What do you consider the most common stereotype about the media industry?
Some people still assume that the media industry is not professional enough or that media professionals are not as serious as doctors or astronauts.
What aspect surprised you the most once you started working in the media?
How easy it was! I was shocked to realize that doing an interview on radio is the same thing as gisting. The emotions and human input required is almost the same: you listen, you ask the right questions and you give feedback.
Is there anything you would like to change about the industry?
Well, none that I can think off. The industry is a huge moneymaker despite the fact that it is still growing in Nigeria. Also, people need to realize quickly that no human being in today’s world can live outside the media, so people who say things like “I’m not a media person” are just in denial of an industry that affects them directly or otherwise.
Which brands, clients, etc, have you worked with?
My clients are very diverse. Sometimes I amaze myself at the kind of work I do as a lawyer. I have clients ranging from record labels to market women union, farms, political parties and NGOs. And regarding brands, I have worked with so many.
What do you consider your biggest professional success so far?
Being a radio presenter
Who do you want to work with that you haven’t yet?
Tell us two things people don’t know about you?
Not many people know this but I am a stammerer and… I have been eating cereal every morning for the past 7 years.
You are very active on social media. Do you think its important to be online and if so why?
I never woke up one day and said, hey, I want to be online. I just found myself online! It’s almost compulsory you know. How many job applications do you send via envelopes these days?
You moved from Lagos and now based in Abuja, Nigeria. How is that working out for you?
I moved to Abuja with my family when I was 6. I have lived in Abuja for 23 years now and I have loved every day in it. Abuja is my home. Compared to Lagos, Abuja is serene, sane, safer and less populated. Whenever I travel out of Abuja I always countdown to my return.
Noticed you love traveling, what are your must visit destinations?
Abuja. (Laughs). In Nigeria I have visited all 36 states and I have done that twice. Every state is unique and I can tell you what I love in each state, however I never get tired visiting Cross River, Anambra and Bauchi. Outside Nigeria, I like Stockholm, Oxford, Washington D.C and Banjul.

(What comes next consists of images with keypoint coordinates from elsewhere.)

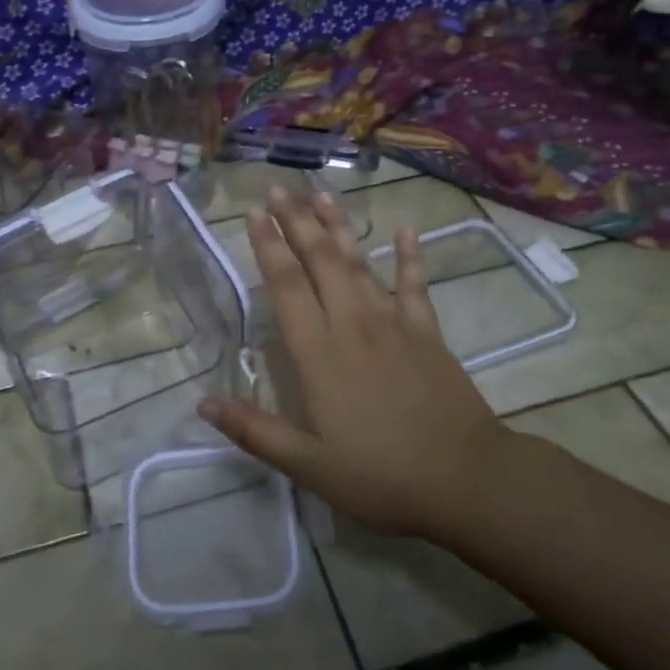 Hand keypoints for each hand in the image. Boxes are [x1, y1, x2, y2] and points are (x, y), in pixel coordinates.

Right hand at [198, 189, 513, 537]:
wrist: (465, 479)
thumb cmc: (380, 476)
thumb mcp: (308, 465)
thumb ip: (254, 431)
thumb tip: (203, 402)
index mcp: (319, 354)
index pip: (286, 288)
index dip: (268, 248)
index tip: (253, 214)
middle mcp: (353, 325)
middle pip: (320, 262)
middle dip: (297, 223)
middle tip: (279, 190)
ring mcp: (394, 325)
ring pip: (360, 263)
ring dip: (340, 227)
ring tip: (323, 195)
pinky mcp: (427, 333)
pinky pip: (414, 286)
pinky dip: (410, 257)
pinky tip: (406, 230)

4 things we should take seriously about our style choices?
1. I am not a stylist but I sure know that when it comes to clothes, your comfort is key.
2. Clothes are a good way to express personality
3. I don’t believe so much in rules.
4. Most importantly, wearing a nice smile is far better than wearing an expensive shirt.
How would you describe your style?
I am a sartorial non-conformist. I wear what I feel like wearing and not what the occasion says I should wear.
What style genre appeals to you the most?
What has been your biggest challenge?
My biggest challenge is growing up. I don’t like it (laughs)
Name your five must have accessories/essentials?
I don’t think I have up to five but a wristwatch is a must for me. I don’t care if my iPhone carries all the time zones, I don’t like my wrist feeling bare. Another must have is a clean white handkerchief. Call it old fashioned but it really comes in handy sometimes.
What is your favorite dish?
Eba. I eat it every night.
What songs are currently on your playlist?
Runnin’ (Lose it all) by Naughty Boy and Osinachi by Humble Smith.
Apart from activism, radio presenting and law, what other projects are you currently working on?
Is that not enough? (Laughs). Anyways, few colleagues and I just set up an NGO: The Climb Charity. We seek to ensure no child under the age of 12 in the Capital of Nigeria is out of school by 2022.
Seeing you’re doing your dreams, what advice can you give others to pursue their dreams?
I tell younger folks: do whatever your hands find to do and do it well. Always keep a positive attitude and it is better to ‘be’ than ‘become’.
Any specific plans for the future?
I want to advance my education and do projects that will impact more lives positively.
Any final words?
I want to say a big thanks to you for interviewing me on this platform. I am grateful.